Lançado pela Federação das Indústrias do Rio de
Janeiro, o Índice Firjan de Desenvolvimento Municipal (IFDM), composto
por informações dos ministérios do Trabalho, da Educação e da Saúde,
demonstrou que em 58 prefeituras criadas entre 2001 e 2010 foram abertos
novos 31 mil cargos públicos, e movimentados recursos federais que
somaram, nos últimos cinco anos, R$ 1,3 bilhão, em repasses do Fundo de
Participação dos Municípios (FPM).
Todo esse investimento,
entretanto, não se reverteu em melhoria dos indicadores sociais para a
maioria dessas cidades. Segundo o IFDM, divulgado pelo GLOBO em janeiro
último, 45% dos 58 municípios emancipados registraram piora de
desempenho ao longo da última década.
— A criação de novas cidades
implica em custos sim.

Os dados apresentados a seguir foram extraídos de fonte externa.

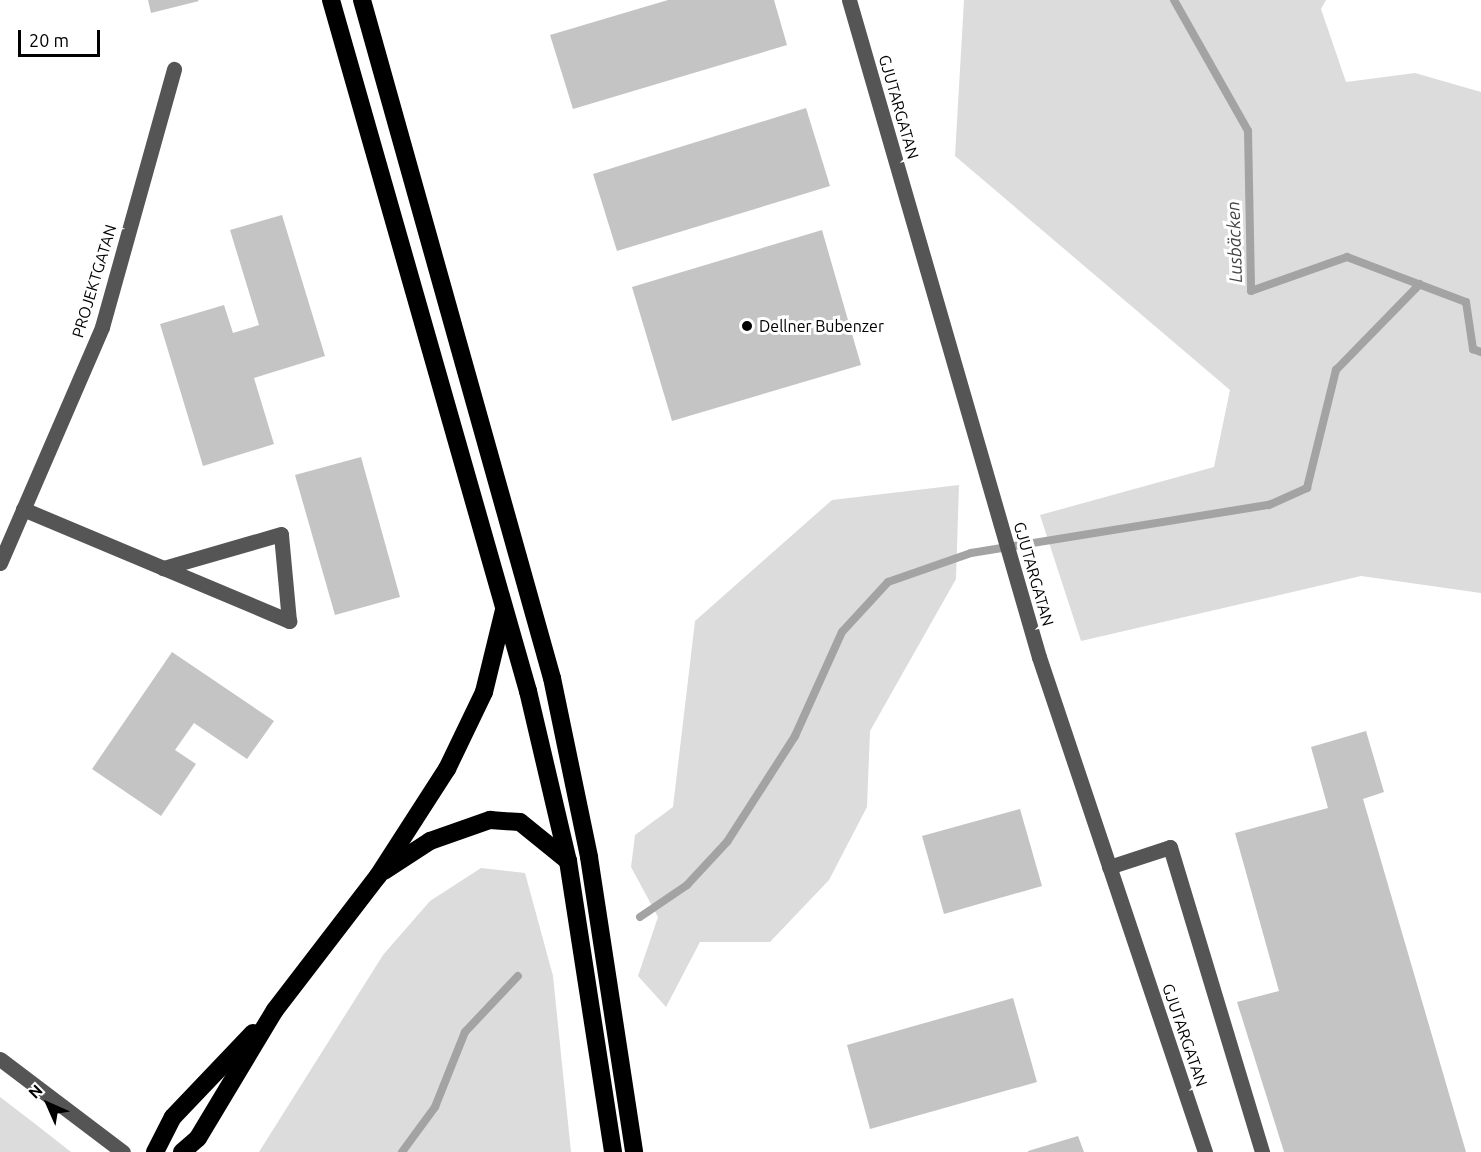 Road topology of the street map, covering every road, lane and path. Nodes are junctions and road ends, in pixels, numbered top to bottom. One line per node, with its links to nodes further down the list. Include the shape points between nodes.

Gerar novos municípios não implica
necessariamente obter nova arrecadação. Ele vai é subtrair dos recursos
já existentes, e distribuídos entre essas administrações. Ou seja, a
divisão vai ser maior — afirmou o gerente de estudos econômicos da
Firjan, Guilherme Mercês. — Para solucionar isso, a União tem que
aumentar os repasses, e, para isso, terá que haver aumento de impostos.
Sou a favor de que haja um melhor critério técnico na criação desses
municípios, e não o processo que nós vimos no passado.
Projetos passarão por filtro, diz deputado
Questionado
se a criação de novos municípios pode pesar mais no bolso do
contribuinte com um aumento do Imposto Predial Territorial Urbano (IPTU)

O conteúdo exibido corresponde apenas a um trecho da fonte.